The loose and removable surface contamination would cause not only external exposure but also internal exposure from intakes by ingestion and/or inhalation of radioisotopes. We evaluated an example of committed effective dose (μSv) using the radioactivity in dirt in a bag, which was sucked by a vacuum cleaner in the house (Kanaya-E) from the date before the earthquake occurred to November 2013 and effective dose coefficient given by ICRP 72 [9]. The radionuclide concentrations were counted using a high-purity germanium (HPGe) detector ORTEC-GMX-20195-S for 1000 s, revealing that concentrations for 134Cs and 137Cs were 68,600 ± 0 and 170,400 ± 0 Bq/kg (corrected to November 2013), respectively. In a case that an adult (more than 17 years) once intakes 0.1 g of dust by ingestion, the committed effective dose was calculated to be 0.35 μSv as ingestion dose coefficients are 0.019 and 0.013 μSv/Bq [9] for 134Cs and 137Cs, respectively.

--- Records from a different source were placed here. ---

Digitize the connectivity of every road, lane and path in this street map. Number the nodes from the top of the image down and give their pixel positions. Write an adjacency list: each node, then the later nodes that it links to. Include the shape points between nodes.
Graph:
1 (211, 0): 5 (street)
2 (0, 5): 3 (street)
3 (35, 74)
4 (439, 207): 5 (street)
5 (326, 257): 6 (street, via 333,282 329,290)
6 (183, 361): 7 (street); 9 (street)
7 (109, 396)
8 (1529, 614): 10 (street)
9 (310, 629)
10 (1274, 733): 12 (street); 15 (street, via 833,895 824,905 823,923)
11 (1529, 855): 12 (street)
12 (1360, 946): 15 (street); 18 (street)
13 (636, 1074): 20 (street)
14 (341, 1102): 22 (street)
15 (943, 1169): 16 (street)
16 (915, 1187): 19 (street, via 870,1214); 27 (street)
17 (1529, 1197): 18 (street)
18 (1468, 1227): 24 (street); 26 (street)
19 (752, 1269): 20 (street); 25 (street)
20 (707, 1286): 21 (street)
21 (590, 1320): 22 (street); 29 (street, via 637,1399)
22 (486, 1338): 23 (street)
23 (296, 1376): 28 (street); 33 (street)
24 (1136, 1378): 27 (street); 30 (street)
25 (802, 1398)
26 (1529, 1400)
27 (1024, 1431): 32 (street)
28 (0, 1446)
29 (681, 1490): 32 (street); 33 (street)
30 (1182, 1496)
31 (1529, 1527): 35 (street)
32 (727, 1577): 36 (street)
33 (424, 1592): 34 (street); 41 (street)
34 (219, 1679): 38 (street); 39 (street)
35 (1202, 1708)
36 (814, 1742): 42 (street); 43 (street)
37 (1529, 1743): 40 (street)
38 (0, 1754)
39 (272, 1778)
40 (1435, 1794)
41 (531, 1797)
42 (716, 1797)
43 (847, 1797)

Both, dose of external and internal exposure due to indoor deposition of radiocaesium are evaluated to be relatively low. Surface contamination is loose and easily removable. In our trials of cleaning, surface contamination for wooden materials was reduced to one-tenth after wiping with chemical wiping cloths and further reduced to below the detection limit after wiping with a damp cloth. From a viewpoint of radiation protection, it is strongly recommended to remove surface contamination by cleaning the house before residents return home.

4 Conclusion

The indoor deposition of radiocaesium was investigated for 27 wooden houses in eight areas in Odaka district using dry smear test. Comparison of surface contamination between Kanaya and Mimigai houses revealed that the values of surface contamination in Kanaya tended to be were larger than those in Mimigai; however, a large discrepancy for each individual house was observed in both groups. The frequency of residents’ entering their house might have an effect on the level of surface contamination. We evaluated external and internal exposure dose due to indoor deposition of radiocaesium and found that these values are relatively low. Surface contamination is loose and easily removable. In our trials, surface contamination for wooden materials was reduced to below the detection limit after wiping with chemical wiping cloths and a damp cloth. From a viewpoint of radiation protection, it is strongly recommended to remove surface contamination by cleaning the house before the residents return home.